------ Supplied material

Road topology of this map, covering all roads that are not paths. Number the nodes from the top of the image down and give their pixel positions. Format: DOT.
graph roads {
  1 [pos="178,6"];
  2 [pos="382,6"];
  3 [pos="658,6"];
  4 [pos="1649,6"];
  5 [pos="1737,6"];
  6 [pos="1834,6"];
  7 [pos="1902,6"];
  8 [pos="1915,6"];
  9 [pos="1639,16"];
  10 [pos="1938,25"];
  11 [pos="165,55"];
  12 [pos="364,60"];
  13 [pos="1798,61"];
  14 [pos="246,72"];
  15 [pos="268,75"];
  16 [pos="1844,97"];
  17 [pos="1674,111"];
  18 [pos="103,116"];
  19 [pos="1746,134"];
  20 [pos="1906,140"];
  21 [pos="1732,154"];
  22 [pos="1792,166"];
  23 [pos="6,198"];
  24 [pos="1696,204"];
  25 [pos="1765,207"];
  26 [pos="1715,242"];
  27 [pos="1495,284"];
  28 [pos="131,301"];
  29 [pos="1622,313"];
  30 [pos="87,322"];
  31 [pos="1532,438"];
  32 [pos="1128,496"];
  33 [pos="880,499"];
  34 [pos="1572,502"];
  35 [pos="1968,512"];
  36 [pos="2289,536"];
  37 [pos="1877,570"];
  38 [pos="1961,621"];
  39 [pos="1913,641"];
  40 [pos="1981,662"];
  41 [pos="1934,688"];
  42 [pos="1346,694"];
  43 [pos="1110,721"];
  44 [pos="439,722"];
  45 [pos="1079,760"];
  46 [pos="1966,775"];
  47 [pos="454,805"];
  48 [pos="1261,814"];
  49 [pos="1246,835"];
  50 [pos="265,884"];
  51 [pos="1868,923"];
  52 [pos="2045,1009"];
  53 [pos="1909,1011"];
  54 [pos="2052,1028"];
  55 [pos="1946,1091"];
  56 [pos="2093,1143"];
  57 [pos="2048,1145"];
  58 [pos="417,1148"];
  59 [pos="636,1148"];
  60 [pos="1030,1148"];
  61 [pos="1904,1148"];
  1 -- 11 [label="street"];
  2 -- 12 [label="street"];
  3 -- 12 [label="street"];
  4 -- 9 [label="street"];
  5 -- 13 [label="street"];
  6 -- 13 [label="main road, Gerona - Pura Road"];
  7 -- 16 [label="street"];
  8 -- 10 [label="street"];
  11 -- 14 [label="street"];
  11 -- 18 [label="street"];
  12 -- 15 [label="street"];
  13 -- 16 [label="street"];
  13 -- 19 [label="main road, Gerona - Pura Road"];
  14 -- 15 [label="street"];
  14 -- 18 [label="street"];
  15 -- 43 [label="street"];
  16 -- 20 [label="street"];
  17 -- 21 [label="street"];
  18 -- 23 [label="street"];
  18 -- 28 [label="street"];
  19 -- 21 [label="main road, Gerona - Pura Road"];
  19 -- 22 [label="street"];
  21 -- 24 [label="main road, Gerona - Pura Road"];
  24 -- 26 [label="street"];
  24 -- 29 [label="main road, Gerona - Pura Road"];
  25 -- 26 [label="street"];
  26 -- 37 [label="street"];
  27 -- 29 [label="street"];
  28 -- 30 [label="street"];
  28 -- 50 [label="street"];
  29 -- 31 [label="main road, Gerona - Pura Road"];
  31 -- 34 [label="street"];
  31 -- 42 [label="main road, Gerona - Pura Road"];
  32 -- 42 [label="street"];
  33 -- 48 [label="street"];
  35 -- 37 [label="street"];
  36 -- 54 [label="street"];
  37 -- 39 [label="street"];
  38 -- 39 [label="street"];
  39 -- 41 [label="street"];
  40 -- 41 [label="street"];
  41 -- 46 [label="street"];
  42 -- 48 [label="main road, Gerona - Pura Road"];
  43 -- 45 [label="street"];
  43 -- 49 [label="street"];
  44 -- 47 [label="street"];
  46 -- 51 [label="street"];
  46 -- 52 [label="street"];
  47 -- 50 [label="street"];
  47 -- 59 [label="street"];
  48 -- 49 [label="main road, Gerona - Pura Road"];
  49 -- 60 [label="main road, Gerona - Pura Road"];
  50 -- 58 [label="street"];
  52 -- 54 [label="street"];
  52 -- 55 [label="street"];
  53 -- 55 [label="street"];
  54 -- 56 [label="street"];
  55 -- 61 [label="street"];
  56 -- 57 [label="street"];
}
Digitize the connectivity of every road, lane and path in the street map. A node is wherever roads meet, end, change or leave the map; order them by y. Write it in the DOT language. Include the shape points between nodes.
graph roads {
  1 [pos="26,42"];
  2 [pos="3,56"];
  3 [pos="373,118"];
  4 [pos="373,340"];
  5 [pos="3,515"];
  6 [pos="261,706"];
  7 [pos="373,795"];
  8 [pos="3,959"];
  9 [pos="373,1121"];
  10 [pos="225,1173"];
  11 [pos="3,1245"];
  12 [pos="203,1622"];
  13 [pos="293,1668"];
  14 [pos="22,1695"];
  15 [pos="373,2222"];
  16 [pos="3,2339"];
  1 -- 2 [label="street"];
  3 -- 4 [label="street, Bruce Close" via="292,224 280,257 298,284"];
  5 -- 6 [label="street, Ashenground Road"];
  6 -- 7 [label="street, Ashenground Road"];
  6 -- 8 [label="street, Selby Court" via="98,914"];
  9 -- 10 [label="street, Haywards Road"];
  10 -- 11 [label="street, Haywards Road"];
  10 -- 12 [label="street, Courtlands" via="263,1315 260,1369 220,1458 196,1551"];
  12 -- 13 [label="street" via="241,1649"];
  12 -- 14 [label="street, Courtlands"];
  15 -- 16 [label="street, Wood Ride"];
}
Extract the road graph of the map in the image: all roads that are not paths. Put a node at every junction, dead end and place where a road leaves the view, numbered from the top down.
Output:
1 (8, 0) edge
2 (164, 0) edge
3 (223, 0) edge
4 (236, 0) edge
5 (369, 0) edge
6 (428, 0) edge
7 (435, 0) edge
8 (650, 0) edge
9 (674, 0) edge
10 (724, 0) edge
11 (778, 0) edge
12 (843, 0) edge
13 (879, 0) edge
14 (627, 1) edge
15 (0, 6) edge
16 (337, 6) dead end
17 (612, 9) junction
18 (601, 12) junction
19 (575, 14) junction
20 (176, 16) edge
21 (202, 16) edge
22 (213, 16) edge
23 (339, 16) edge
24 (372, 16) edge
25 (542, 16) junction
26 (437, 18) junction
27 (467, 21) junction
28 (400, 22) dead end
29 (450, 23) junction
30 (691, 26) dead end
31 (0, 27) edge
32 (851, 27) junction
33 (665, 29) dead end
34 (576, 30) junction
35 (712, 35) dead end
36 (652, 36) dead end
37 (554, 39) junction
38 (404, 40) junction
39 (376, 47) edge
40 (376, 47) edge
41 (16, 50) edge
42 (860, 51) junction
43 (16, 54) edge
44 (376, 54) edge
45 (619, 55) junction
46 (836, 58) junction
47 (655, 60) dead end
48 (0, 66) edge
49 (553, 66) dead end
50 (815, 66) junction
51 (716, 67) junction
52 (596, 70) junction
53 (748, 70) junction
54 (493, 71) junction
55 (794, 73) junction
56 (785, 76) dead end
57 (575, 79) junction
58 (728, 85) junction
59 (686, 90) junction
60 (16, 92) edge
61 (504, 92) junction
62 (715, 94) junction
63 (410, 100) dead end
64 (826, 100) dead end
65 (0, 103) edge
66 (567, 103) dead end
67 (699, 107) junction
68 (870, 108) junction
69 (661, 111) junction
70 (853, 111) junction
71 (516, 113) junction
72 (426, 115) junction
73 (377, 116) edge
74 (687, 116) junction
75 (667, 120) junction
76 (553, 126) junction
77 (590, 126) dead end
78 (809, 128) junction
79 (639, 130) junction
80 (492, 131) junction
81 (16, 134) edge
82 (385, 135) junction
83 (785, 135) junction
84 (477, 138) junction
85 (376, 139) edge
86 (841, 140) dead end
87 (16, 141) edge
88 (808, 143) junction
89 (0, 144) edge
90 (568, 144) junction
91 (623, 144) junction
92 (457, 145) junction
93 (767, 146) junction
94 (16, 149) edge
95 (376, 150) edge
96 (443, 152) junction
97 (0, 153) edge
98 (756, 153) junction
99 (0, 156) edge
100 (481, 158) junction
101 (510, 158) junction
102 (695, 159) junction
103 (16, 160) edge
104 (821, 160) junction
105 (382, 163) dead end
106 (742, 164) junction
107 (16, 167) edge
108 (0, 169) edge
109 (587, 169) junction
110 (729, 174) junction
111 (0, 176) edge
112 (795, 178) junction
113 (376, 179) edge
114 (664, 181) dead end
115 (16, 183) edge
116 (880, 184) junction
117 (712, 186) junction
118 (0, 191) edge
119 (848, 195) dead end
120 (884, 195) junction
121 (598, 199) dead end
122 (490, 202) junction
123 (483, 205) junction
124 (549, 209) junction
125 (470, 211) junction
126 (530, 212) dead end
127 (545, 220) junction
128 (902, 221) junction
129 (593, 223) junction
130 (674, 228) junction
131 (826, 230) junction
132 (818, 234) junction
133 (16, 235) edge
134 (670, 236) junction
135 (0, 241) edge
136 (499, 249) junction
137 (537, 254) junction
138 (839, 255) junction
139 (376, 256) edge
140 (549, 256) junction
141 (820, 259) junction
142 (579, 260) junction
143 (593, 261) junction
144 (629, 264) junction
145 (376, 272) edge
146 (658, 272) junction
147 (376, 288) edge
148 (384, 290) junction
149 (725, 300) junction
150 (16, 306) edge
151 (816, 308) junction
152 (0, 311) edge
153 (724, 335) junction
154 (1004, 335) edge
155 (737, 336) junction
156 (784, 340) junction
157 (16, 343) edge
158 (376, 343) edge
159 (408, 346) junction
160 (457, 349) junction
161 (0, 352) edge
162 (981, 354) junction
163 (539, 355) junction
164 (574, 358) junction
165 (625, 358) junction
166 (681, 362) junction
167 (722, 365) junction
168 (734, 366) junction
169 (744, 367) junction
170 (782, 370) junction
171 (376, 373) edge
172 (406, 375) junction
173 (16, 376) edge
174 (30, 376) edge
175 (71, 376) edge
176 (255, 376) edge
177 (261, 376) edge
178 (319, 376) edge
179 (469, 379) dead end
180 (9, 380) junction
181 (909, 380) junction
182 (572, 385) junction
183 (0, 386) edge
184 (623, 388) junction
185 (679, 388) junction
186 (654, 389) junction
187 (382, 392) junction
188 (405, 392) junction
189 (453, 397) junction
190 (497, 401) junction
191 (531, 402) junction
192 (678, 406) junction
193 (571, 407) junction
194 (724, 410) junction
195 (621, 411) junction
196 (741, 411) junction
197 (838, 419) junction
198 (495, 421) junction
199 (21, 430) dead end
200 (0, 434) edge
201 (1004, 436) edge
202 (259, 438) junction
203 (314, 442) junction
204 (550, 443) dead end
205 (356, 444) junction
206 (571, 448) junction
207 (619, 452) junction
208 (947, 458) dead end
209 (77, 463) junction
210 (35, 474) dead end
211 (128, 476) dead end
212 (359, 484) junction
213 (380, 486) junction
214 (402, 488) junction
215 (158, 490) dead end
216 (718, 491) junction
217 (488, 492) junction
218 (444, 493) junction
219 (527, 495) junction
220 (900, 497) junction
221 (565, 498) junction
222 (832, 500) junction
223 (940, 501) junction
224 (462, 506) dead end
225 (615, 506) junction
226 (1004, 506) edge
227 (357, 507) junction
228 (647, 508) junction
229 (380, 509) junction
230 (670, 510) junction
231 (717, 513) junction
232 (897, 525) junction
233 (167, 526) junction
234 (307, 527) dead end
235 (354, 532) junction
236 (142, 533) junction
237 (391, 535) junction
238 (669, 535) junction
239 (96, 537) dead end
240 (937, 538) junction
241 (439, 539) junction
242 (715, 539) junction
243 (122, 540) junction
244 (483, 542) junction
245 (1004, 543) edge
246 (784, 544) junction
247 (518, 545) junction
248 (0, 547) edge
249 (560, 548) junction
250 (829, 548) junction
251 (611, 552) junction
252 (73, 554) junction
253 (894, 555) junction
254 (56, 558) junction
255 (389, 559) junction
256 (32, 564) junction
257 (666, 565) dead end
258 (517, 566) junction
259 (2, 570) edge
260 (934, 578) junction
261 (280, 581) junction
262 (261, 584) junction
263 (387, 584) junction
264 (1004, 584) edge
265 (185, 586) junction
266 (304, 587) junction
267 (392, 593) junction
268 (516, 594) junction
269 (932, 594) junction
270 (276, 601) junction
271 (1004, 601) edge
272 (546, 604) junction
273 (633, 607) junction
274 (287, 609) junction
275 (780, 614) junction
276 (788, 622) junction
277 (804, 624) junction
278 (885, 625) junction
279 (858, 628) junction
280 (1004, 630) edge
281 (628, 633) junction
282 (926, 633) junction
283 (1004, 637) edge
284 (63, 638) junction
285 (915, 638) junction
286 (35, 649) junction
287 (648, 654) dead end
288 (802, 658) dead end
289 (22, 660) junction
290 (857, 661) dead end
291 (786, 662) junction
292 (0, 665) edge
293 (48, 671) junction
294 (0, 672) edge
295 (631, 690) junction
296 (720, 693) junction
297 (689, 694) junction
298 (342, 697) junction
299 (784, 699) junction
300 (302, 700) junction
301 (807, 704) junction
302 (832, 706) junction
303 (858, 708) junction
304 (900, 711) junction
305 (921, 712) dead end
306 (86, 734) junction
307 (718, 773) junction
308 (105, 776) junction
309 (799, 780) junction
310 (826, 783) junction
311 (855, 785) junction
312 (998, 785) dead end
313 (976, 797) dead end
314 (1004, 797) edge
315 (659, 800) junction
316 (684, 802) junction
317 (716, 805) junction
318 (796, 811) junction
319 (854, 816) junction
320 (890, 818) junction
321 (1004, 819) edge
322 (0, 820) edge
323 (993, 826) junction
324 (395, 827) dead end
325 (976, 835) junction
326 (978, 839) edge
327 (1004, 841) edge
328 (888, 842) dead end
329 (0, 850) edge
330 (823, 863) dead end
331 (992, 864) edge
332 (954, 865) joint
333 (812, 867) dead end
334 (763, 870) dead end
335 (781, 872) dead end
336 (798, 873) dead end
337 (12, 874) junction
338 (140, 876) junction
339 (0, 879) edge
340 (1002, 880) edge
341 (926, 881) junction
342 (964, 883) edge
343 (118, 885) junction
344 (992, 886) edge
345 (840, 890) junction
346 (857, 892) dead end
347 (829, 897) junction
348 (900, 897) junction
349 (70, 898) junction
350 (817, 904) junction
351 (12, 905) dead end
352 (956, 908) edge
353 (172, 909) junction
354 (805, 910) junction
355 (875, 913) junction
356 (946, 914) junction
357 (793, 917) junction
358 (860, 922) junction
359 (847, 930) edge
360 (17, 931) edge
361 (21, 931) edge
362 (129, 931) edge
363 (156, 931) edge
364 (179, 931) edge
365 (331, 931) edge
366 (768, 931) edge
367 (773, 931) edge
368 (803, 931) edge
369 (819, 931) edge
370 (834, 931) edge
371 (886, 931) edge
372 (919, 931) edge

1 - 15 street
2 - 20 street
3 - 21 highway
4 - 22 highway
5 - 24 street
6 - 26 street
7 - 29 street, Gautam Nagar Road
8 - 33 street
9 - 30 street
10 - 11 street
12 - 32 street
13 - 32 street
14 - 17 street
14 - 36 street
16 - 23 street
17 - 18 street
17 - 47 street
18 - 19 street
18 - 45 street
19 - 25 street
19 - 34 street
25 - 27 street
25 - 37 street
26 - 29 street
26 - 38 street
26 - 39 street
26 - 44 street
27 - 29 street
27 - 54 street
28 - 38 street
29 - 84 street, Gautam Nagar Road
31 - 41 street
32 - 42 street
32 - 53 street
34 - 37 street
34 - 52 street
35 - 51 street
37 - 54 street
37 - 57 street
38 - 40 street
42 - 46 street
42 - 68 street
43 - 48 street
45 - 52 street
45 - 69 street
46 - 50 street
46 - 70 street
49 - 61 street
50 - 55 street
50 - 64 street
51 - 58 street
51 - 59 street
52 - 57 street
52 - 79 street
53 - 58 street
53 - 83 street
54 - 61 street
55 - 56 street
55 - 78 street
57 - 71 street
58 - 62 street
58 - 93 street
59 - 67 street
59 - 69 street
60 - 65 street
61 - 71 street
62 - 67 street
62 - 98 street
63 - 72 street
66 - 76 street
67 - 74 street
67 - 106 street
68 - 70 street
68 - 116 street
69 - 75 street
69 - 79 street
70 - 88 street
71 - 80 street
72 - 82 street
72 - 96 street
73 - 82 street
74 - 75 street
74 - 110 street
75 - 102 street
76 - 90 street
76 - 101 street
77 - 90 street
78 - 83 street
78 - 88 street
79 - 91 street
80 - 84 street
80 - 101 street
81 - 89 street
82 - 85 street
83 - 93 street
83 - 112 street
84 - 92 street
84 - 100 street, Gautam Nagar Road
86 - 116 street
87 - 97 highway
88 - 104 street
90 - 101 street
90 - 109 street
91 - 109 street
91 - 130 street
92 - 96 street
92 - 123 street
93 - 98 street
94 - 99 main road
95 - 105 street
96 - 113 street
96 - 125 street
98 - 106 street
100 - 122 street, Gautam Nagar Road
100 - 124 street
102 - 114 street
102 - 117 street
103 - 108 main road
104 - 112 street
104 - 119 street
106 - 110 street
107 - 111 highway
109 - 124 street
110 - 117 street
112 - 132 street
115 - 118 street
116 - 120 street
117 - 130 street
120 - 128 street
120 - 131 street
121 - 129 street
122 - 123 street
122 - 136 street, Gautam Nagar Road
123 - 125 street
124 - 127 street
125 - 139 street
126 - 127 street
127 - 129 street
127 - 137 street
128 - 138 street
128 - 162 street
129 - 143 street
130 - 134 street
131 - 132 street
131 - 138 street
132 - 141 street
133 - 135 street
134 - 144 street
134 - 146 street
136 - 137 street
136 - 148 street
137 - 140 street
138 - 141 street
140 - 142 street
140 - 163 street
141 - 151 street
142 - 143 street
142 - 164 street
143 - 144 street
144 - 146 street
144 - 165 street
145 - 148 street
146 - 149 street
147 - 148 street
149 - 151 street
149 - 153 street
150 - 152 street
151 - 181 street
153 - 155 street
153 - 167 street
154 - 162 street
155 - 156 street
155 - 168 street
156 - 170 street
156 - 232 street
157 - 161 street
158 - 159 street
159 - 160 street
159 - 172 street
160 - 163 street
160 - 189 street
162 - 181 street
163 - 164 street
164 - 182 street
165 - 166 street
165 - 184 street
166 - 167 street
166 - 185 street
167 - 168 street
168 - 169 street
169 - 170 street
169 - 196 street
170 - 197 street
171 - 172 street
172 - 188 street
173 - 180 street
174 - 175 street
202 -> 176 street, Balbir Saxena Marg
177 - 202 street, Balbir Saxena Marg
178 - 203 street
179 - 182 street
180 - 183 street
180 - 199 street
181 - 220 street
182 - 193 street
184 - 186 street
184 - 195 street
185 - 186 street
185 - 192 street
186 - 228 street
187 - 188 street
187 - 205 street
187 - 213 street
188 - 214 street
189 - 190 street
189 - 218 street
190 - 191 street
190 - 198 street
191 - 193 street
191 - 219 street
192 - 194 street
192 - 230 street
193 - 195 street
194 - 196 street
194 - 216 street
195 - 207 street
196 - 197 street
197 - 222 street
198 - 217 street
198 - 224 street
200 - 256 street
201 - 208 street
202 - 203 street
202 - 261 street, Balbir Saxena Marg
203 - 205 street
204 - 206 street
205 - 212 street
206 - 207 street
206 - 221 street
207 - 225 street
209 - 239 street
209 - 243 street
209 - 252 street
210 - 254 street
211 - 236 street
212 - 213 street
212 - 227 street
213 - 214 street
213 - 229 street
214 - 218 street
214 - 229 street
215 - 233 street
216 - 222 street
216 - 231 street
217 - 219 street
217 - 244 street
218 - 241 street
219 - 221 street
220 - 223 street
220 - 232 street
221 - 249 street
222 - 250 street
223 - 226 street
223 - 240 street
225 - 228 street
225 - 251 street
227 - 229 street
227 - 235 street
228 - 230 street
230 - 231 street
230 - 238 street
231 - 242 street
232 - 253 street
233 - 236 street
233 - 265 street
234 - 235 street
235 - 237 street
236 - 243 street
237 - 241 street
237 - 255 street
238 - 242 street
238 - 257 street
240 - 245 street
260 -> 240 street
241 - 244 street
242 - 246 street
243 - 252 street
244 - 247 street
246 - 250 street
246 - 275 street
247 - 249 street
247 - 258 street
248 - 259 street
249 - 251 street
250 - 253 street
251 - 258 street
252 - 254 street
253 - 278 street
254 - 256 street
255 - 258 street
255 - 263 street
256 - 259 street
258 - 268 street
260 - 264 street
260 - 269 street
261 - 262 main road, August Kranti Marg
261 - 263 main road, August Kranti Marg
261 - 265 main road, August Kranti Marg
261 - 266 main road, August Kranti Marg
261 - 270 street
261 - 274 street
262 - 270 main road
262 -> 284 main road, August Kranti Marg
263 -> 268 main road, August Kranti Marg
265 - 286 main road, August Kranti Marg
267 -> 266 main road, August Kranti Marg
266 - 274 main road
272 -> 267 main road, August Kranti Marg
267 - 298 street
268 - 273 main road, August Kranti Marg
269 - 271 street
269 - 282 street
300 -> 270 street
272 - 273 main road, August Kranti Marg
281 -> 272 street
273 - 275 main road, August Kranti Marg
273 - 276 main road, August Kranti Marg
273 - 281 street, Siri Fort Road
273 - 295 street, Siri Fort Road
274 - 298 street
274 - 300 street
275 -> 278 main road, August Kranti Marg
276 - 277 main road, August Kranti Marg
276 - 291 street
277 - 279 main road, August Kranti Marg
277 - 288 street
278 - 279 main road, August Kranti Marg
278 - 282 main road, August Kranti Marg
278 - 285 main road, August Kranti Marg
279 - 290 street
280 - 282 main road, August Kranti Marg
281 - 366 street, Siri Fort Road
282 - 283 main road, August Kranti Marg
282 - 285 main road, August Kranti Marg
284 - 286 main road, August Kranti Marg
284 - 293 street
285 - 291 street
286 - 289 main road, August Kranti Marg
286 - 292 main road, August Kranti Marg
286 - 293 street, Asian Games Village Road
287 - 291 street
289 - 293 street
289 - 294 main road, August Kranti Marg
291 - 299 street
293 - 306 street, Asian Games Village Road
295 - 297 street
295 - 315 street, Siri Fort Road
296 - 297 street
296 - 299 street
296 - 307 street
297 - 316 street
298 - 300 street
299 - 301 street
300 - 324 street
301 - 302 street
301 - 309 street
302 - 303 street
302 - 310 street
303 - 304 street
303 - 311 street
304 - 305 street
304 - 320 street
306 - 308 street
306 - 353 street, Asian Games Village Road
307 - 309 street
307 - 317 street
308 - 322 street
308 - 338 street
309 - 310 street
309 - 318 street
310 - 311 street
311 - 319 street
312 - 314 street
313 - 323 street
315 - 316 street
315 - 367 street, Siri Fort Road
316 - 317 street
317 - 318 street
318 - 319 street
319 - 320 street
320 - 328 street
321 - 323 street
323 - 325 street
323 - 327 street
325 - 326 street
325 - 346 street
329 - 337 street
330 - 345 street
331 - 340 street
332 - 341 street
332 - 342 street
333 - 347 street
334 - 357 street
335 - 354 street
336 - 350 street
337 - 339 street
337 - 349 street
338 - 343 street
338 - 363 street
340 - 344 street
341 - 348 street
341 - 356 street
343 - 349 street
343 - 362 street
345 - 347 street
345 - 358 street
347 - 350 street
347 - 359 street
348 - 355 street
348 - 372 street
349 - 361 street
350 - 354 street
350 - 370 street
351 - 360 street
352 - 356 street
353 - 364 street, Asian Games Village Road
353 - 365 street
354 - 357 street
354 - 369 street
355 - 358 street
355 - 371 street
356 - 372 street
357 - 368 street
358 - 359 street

------------

**What is required**
Pick each line holding "Village" out of the entries above and return it.

**Exercise result**
286 - 293 street, Asian Games Village Road
293 - 306 street, Asian Games Village Road
306 - 353 street, Asian Games Village Road
353 - 364 street, Asian Games Village Road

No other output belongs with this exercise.